Cannes, 28 décembre 1869.


Chère Présidente,


Ou vous étiez de bien mauvaise humeur le jour où vous avez posé pour votre photographie, ou le photographe a été gagné par vos rivales. Vous avez un air féroce que, Dieu merci, je ne vous connais pas. Je vous remercie cependant beaucoup d’avoir songé à moi, mais je vous demanderai la permission de changer mon exemplaire pour un autre d’expression moins farouche.

Je suis horriblement souffrant depuis le froid, et je partage la désolation des habitants du pays qui voient leurs jardins transformés en épinards cuits. Tous nos orangers sont rôtis ; on craint pour les oliviers, et, quant aux belles plantes des jardins, il n’en reste plus que les racines. Les Parisiens qui venaient ici pour avoir chaud, nous reprochent de les avoir indignement trompés. Je vois que vous passez le temps doucement et gaiement. Je vous en félicite. Ici, nous avons bien de la peine à vivre, et, quant à moi, si cela dure, je pense que je subirai le sort des orangers. Si ma santé et si le temps me le permettaient, j’irais vous présenter mes hommages à Nice, et vous demander des nouvelles du monde ; mais, hélas ! quand pourrai-je ? Je ne veux pas cependant que vous vous dérangiez pour voir un malade très-morose et grognon comme je suis. En cas de mort prochaine, je vous préviendrais ; mais, en ce moment, je me sens trop misanthrope et trop insupportable, et je reste blotti dans mon trou.

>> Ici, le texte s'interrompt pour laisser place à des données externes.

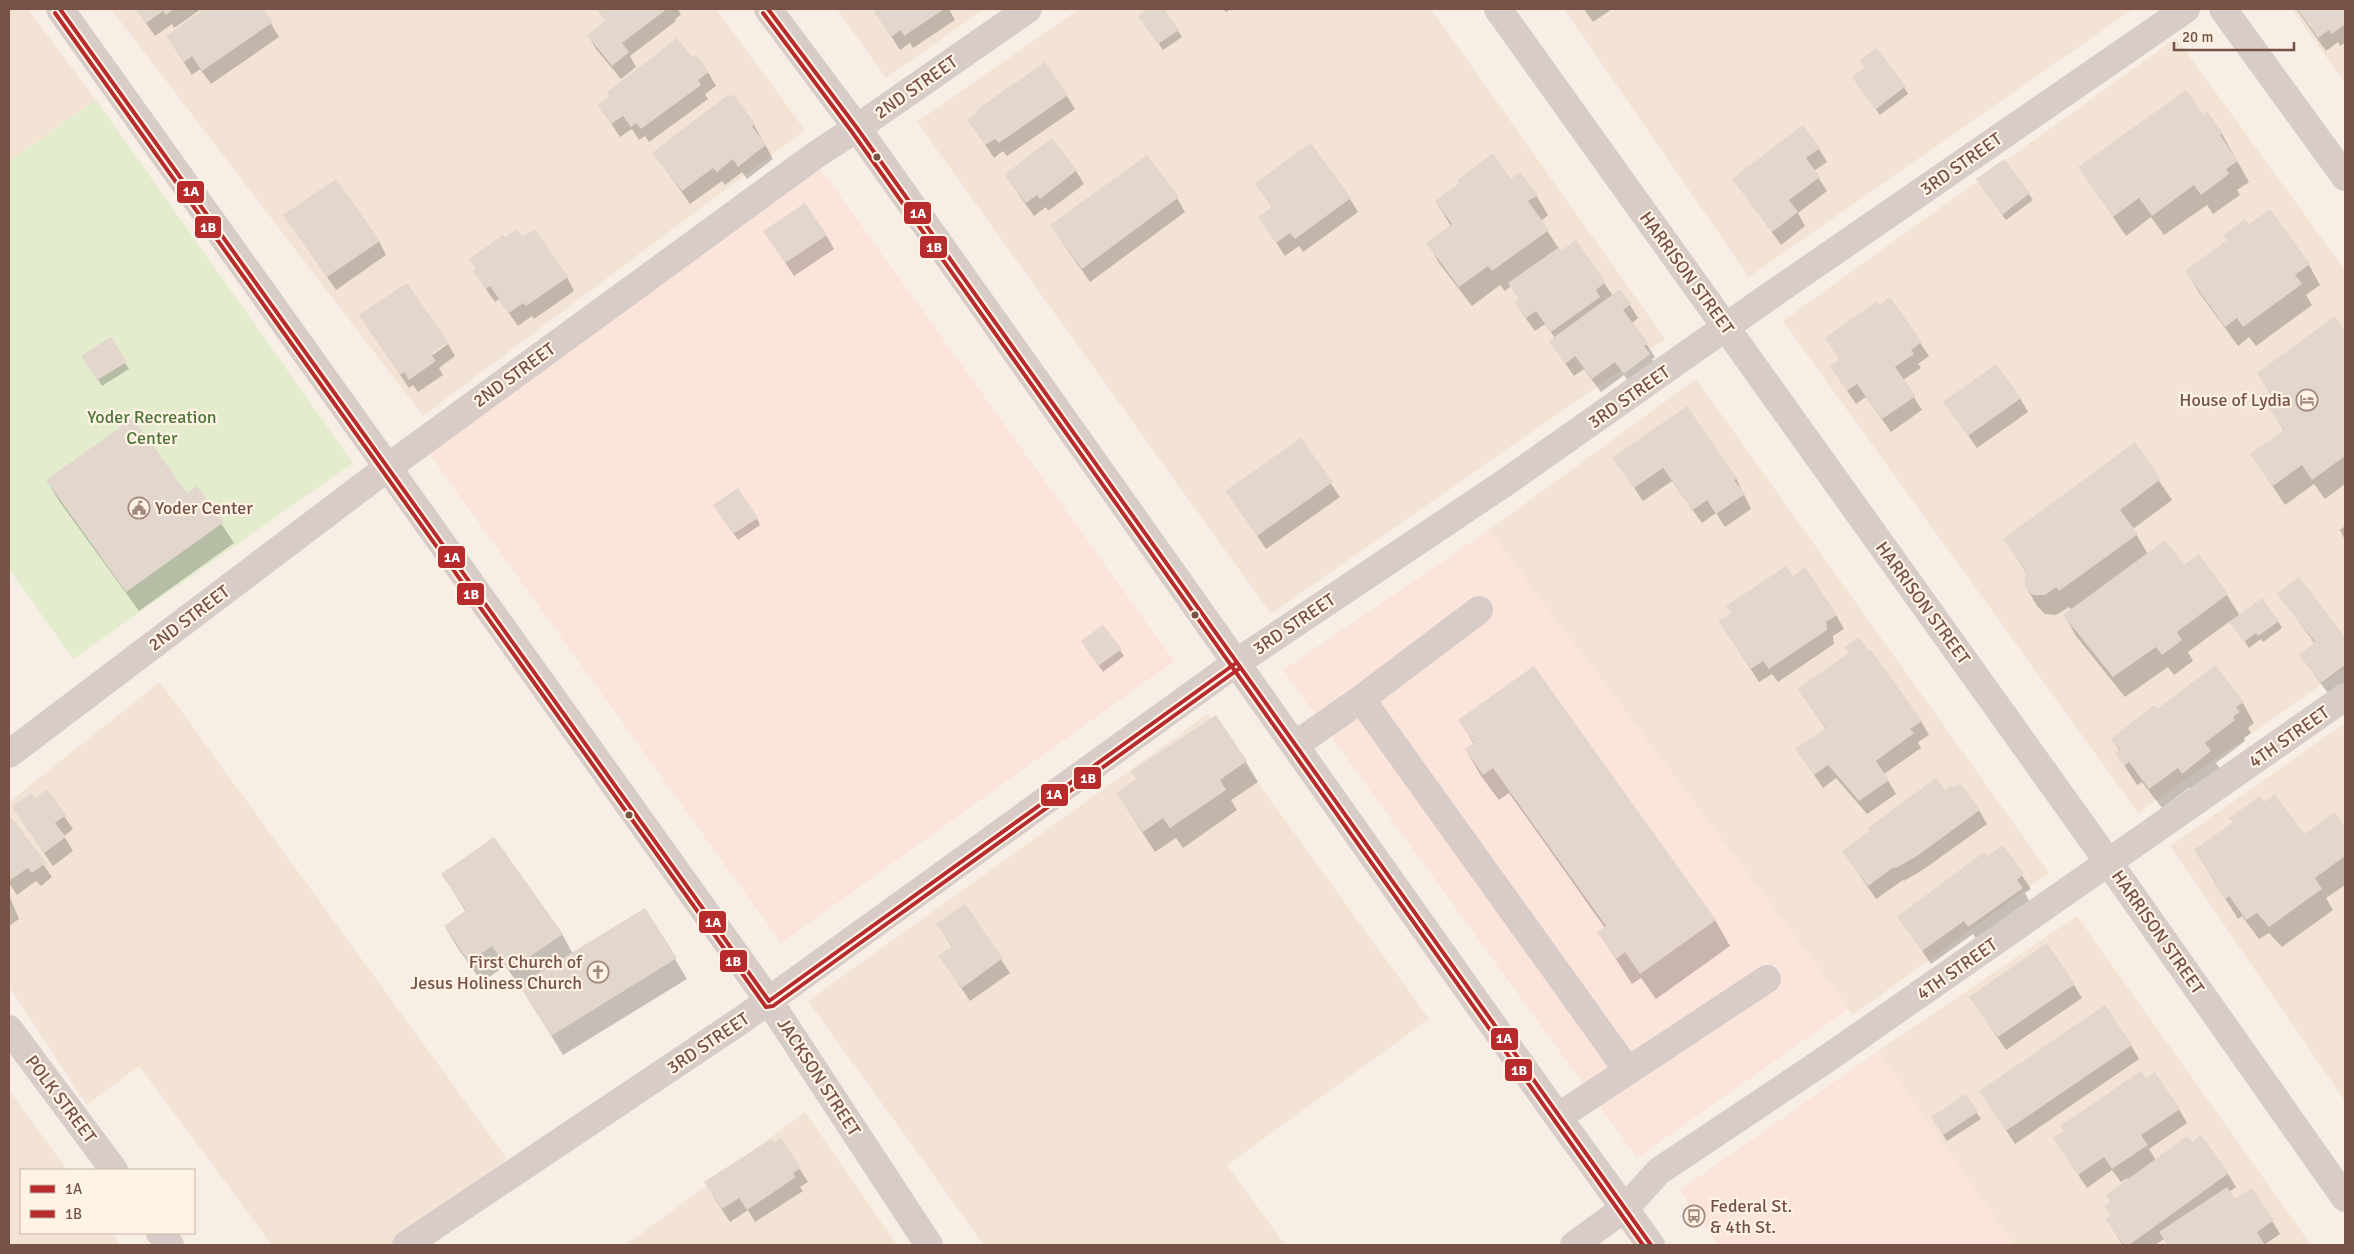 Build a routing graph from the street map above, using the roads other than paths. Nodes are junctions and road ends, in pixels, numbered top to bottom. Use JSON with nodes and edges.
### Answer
{"nodes":[{"id":1,"x":60,"y":9,"type":"edge"},
{"id":2,"x":768,"y":9,"type":"edge"},
{"id":3,"x":1028,"y":9,"type":"edge"},
{"id":4,"x":1498,"y":9,"type":"edge"},
{"id":5,"x":2186,"y":9,"type":"edge"},
{"id":6,"x":2223,"y":9,"type":"edge"},
{"id":7,"x":857,"y":128,"type":"junction"},
{"id":8,"x":2345,"y":177,"type":"edge"},
{"id":9,"x":1726,"y":328,"type":"junction"},
{"id":10,"x":387,"y":468,"type":"junction"},
{"id":11,"x":1479,"y":610,"type":"dead end"},
{"id":12,"x":1236,"y":663,"type":"junction"},
{"id":13,"x":2345,"y":697,"type":"edge"},
{"id":14,"x":1361,"y":699,"type":"junction"},
{"id":15,"x":1295,"y":745,"type":"junction"},
{"id":16,"x":9,"y":754,"type":"edge"},
{"id":17,"x":2109,"y":863,"type":"junction"},
{"id":18,"x":1766,"y":979,"type":"dead end"},
{"id":19,"x":769,"y":1001,"type":"junction"},
{"id":20,"x":9,"y":1028,"type":"edge"},
{"id":21,"x":1628,"y":1071,"type":"junction"},
{"id":22,"x":1558,"y":1117,"type":"junction"},
{"id":23,"x":113,"y":1169,"type":"edge"},
{"id":24,"x":2345,"y":1198,"type":"edge"},
{"id":25,"x":1625,"y":1208,"type":"junction"},
{"id":26,"x":161,"y":1234,"type":"edge"},
{"id":27,"x":170,"y":1245,"type":"edge"},
{"id":28,"x":406,"y":1245,"type":"edge"},
{"id":29,"x":929,"y":1245,"type":"edge"},
{"id":30,"x":1574,"y":1245,"type":"edge"},
{"id":31,"x":1652,"y":1245,"type":"edge"}],
"edges":[{"from":1,"to":10,"type":"street","name":"JACKSON STREET"},
{"from":2,"to":7,"type":"street"},
{"from":3,"to":7,"type":"street","name":"2ND STREET"},
{"from":4,"to":9,"type":"street","name":"HARRISON STREET"},
{"from":5,"to":9,"type":"street","name":"3RD STREET"},
{"from":6,"to":8,"type":"street"},
{"from":7,"to":10,"type":"street","name":"2ND STREET"},
{"from":7,"to":12,"type":"street"},
{"from":9,"to":12,"type":"street","name":"3RD STREET"},
{"from":9,"to":17,"type":"street","name":"HARRISON STREET"},
{"from":10,"to":16,"type":"street","name":"2ND STREET"},
{"from":10,"to":19,"type":"street","name":"JACKSON STREET"},
{"from":11,"to":14,"type":"street"},
{"from":12,"to":15,"type":"street"},
{"from":12,"to":19,"type":"street","name":"3RD STREET"},
{"from":13,"to":17,"type":"street","name":"4TH STREET"},
{"from":14,"to":15,"type":"street"},
{"from":14,"to":21,"type":"street"},
{"from":15,"to":22,"type":"street"},
{"from":17,"to":24,"type":"street","name":"HARRISON STREET"},
{"from":17,"to":25,"type":"street","name":"4TH STREET"},
{"from":18,"to":21,"type":"street"},
{"from":19,"to":28,"type":"street","name":"3RD STREET"},
{"from":19,"to":29,"type":"street","name":"JACKSON STREET"},
{"from":20,"to":23,"type":"street","name":"POLK STREET"},
{"from":21,"to":22,"type":"street"},
{"from":22,"to":25,"type":"street"},
{"from":25,"to":30,"type":"street","name":"4TH STREET"},
{"from":25,"to":31,"type":"street"},
{"from":26,"to":27,"type":"street"}]}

J’ai eu des nouvelles par des revenants d’Égypte. Beaucoup de fatigue, beaucoup de mouvement ; tout a réussi à merveille, bien que contre toute probabilité ; les fêtes ont été très-brillantes ; les souverains et souveraines ont fait très-bonne contenance, bien que l’une sût l’élection de M. Rochefort, l’autre l’insurrection de la Dalmatie, le Pacha, la note menaçante de la Porte. Tout d’ailleurs s’est arrangé pour l’empereur et le khédive. Espérons que les choses tourneront moins mal pour nous qu’on ne le prévoit.

Agréez, chère Présidente, tous mes vœux pour l’année prochaine. Veuillez me rappeler au souvenir du comte et de Mademoiselle votre fille, et recevoir l’expression de tous mes respectueux hommages.